The locales and sceneries though beautiful to look at, remain intentionally unspecific. You just know that the story is set somewhere in the middle-east and Canada. The generic sense in which the politics behind the scenario is dealt with and the way in which it makes you think on a lower level of individuality rather than "the big picture" speaks a lot about the plot's intentions. When people suffer quietly under tyrants who rule over them, the only thing they care about is their own families. What happens around them or to the government or to the whole world for that matter is of no consequence to them whatsoever. There are many symbols and silent unsaid commentaries like these in the movie, but the narrative also speaks volumes in many ways. The reflection is real and relevant. How can we live and leave a better future for our children? How can we brake the destructive and devastating cycle of war and hate?

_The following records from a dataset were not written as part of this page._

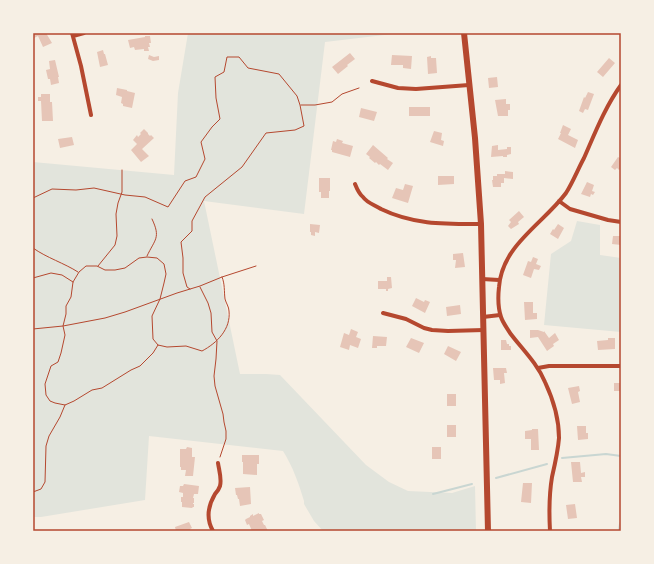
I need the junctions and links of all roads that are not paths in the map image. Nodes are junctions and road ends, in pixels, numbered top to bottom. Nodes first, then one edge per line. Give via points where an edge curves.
1 (84, 33) edge
2 (464, 33) edge
3 (72, 34) edge
4 (372, 81) dead end
5 (469, 85) junction
6 (621, 85) edge
7 (91, 115) dead end
8 (355, 184) dead end
9 (559, 201) junction
10 (621, 222) edge
11 (481, 224) junction
12 (482, 279) junction
13 (499, 280) junction
14 (383, 314) dead end
15 (500, 316) junction
16 (483, 317) junction
17 (484, 330) junction
18 (621, 366) edge
19 (538, 368) junction
20 (218, 463) road end
21 (213, 531) edge
22 (488, 531) edge
23 (550, 531) edge

1 - 3 street
2 - 5 main road
3 - 7 street
4 - 5 street via 398,88 416,89
5 - 11 main road
6 - 9 street via 606,109 569,187
8 - 11 street via 366,201 404,218 435,223
9 - 10 street via 570,209
9 - 13 street via 511,252
11 - 12 main road
12 - 13 street
12 - 16 main road
13 - 15 street
14 - 17 street via 406,319 432,330
15 - 16 street
15 - 19 street via 517,343
16 - 17 main road
17 - 22 main road
18 - 19 street
19 - 23 street via 550,394 559,435 550,495
20 - 21 street via 220,485 208,514

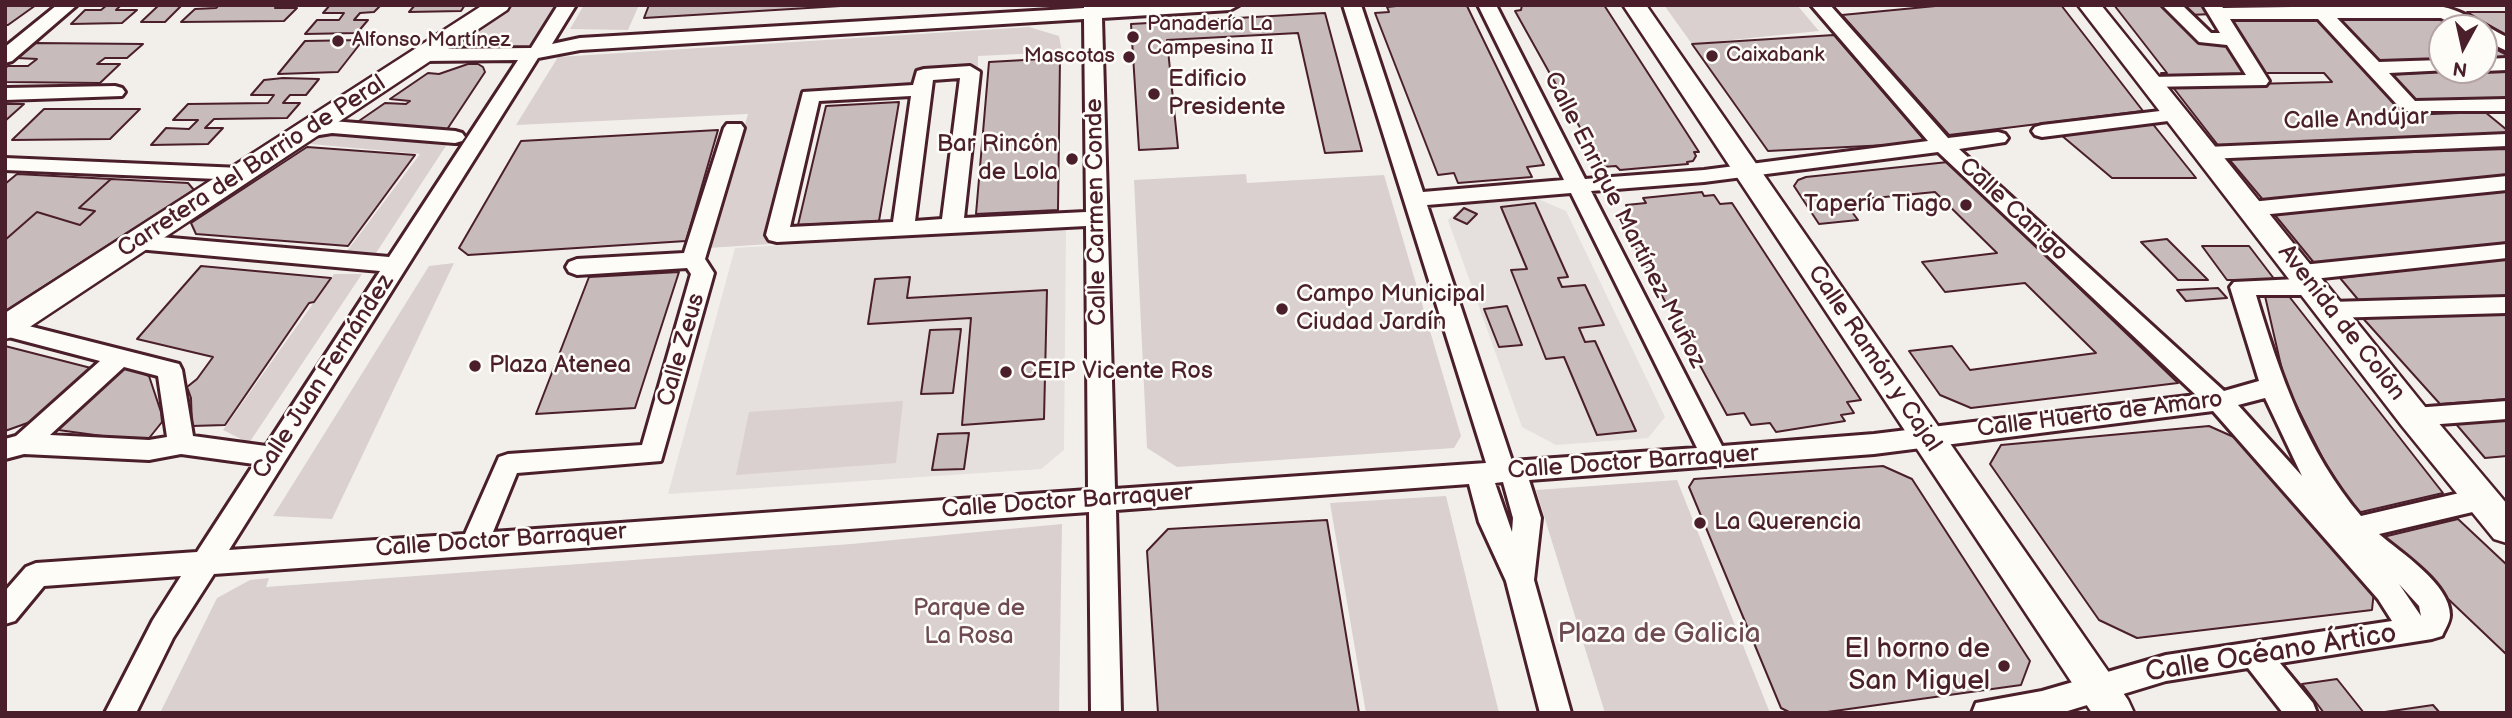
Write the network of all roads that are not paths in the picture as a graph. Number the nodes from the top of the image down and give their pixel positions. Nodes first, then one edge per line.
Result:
1 (68, 5) edge
2 (499, 5) edge
3 (567, 5) edge
4 (1230, 5) edge
5 (1352, 5) edge
6 (1486, 5) edge
7 (1634, 5) edge
8 (1843, 5) edge
9 (2089, 5) edge
10 (2171, 5) edge
11 (1222, 6) edge
12 (1821, 6) edge
13 (2408, 6) edge
14 (1093, 9) edge
15 (2452, 9) edge
16 (2215, 10) edge
17 (2325, 16) junction
18 (5, 39) edge
19 (26, 40) junction
20 (2234, 40) junction
21 (535, 52) junction
22 (424, 55) junction
23 (5, 57) edge
24 (2428, 66) edge
25 (2373, 68) junction
26 (2152, 83) junction
27 (921, 90) junction
28 (115, 92) dead end
29 (5, 94) edge
30 (2507, 105) edge
31 (2485, 106) junction
32 (2177, 116) junction
33 (2507, 124) edge
34 (734, 128) dead end
35 (307, 131) junction
36 (2042, 131) dead end
37 (455, 138) dead end
38 (1998, 138) dead end
39 (2507, 140) edge
40 (1945, 147) junction
41 (2207, 153) junction
42 (5, 164) edge
43 (1746, 170) junction
44 (241, 174) junction
45 (2507, 183) edge
46 (1577, 186) junction
47 (1413, 199) junction
48 (2251, 209) junction
49 (1097, 218) junction
50 (953, 226) junction
51 (903, 229) junction
52 (137, 242) junction
53 (2507, 251) edge
54 (693, 260) junction
55 (396, 265) junction
56 (577, 267) dead end
57 (2315, 290) junction
58 (2507, 305) edge
59 (5, 328) edge
60 (120, 357) junction
61 (2272, 387) junction
62 (2219, 401) junction
63 (2507, 410) edge
64 (2414, 416) junction
65 (1927, 438) junction
66 (181, 444) junction
67 (15, 446) edge
68 (273, 457) junction
69 (1714, 457) junction
70 (1498, 472) junction
71 (1102, 499) junction
72 (2496, 512) edge
73 (2354, 529) junction
74 (475, 542) junction
75 (206, 562) junction
76 (5, 612) edge
77 (2409, 631) junction
78 (2256, 656) junction
79 (2106, 700) edge
80 (120, 713) edge
81 (1105, 713) edge
82 (1556, 713) edge
83 (1987, 713) edge
84 (2302, 713) edge

1 - 19 street
2 - 22 main road, Carretera del Barrio de Peral
3 - 21 street, Calle Juan Fernández
4 - 11 street
5 - 47 street
6 - 46 street, Calle Enrique Martínez Muñoz
7 - 43 main road, Calle Ramón y Cajal
8 - 12 street
9 - 26 main road, Avenida de Colón
10 - 20 street
11 - 14 street
12 - 40 street, Calle Canigo
13 - 15 street
14 - 21 street
14 - 49 street, Calle Carmen Conde
15 - 17 street
16 - 17 street
16 - 20 street
17 - 25 street
18 - 19 street
19 - 23 street
20 - 26 street
21 - 22 street
21 - 55 street, Calle Juan Fernández
22 - 35 main road, Carretera del Barrio de Peral
24 - 25 street
25 - 31 street
26 - 32 main road, Avenida de Colón
27 - 50 street
27 - 51 street
27 - 51 street
28 - 29 street
30 - 31 street
31 - 33 street
32 - 36 street
32 - 41 main road, Avenida de Colón
34 - 54 street, Calle Zeus
35 - 37 street
35 - 44 main road, Carretera del Barrio de Peral
38 - 40 street
39 - 41 street, Calle Andújar
40 - 43 street
40 - 62 street, Calle Canigo
41 - 48 main road, Avenida de Colón
42 - 44 street
43 - 46 street
43 - 65 main road, Calle Ramón y Cajal
44 - 52 main road, Carretera del Barrio de Peral
45 - 48 street
46 - 47 street
46 - 69 street, Calle Enrique Martínez Muñoz
47 - 70 street
48 - 57 main road, Avenida de Colón
49 - 50 street
49 - 71 street, Calle Carmen Conde
50 - 51 street
52 - 55 street
52 - 59 main road, Carretera del Barrio de Peral
53 - 57 street
54 - 56 street
54 - 74 street, Calle Zeus
55 - 68 street, Calle Juan Fernández
57 - 58 street
57 - 61 street
57 - 64 main road, Avenida de Colón
59 - 60 street
60 - 66 street
60 - 67 street
61 - 62 street, Calle Huerto de Amaro
61 - 73 street
62 - 65 street, Calle Huerto de Amaro
62 - 77 street, Calle Canigo
63 - 64 street
64 - 72 main road, Avenida de Colón
65 - 69 street, Calle Doctor Barraquer
65 - 79 main road, Calle Ramón y Cajal
66 - 67 street
66 - 68 street
68 - 75 street, Calle Juan Fernández
69 - 70 street, Calle Doctor Barraquer
70 - 71 street, Calle Doctor Barraquer
70 - 82 street
71 - 74 street, Calle Doctor Barraquer
71 - 81 street, Calle Carmen Conde
72 - 73 street
73 - 77 street, Calle Océano Ártico
74 - 75 street, Calle Doctor Barraquer
75 - 76 street, Calle Doctor Barraquer
75 - 80 street, Calle Juan Fernández
77 - 78 street, Calle Océano Ártico
78 - 79 street, Calle Océano Ártico
78 - 84 street
79 - 83 street, Calle Océano Ártico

Incendies could have been a better film if it allowed itself to breathe and curbed some of its drawn-out and less necessary sequences. Perhaps it could have taken a moment to smile, yea, even in the world of near-biblical suffering. Ultimately the source play shakes you up while lecturing you and the film does the same. One is fascinated by the plot twists and can see their poetic justice without consenting to believe them all. Some of the truths of war and sectarianism might ring truer if not all so neatly tied into the detective-story search for family origins. I think often in this kind of context of Claire Denis's The Intruder and Arnaud des Pallières 2003 Adieu, multi-level films about family and wrongdoing whose failures to connect all the dots make them richer and more memorable and perhaps more truly cinematic. Perhaps only a disturbing and never-explained opening sequence in Incendies of boys having their head shaved to the tune of Radiohead's "You and Whose Army" has that quality of boldly evoking inexplicable but dangerously real worlds.
As if the movie was not enough, we are also privy to Anaïs Barbeau-Lavalette's stunning making-of documentary, Se souvenir des cendres - Regards sur Incendies http://www.imdb.com/title/tt1756720/ which takes a life of its own with revealing interviews, crisp cinematography, eloquent editing, poetic vision and spellbinding storytelling. It is easily the best making-of documentary I have ever seen.
Go watch this movie if you ever need a retrospection into the deep dark corners of your mind, and get astounded by the power of art-house cinema. Sell your weapon if you have to and watch it.

*spoilers*
To make a case in point, I somehow felt the mother of the twins should've taken the secret of their past to her grave, and let them continue with their peaceful lives. Letting the sleeping dog lie somehow might be the best way to deal with your life; never look back; let bygone be bygone; never believe that the truth will set you free, because sometimes, the truth will kill you. What's happened in your past is still your past whatsoever, whether you uncover it or not.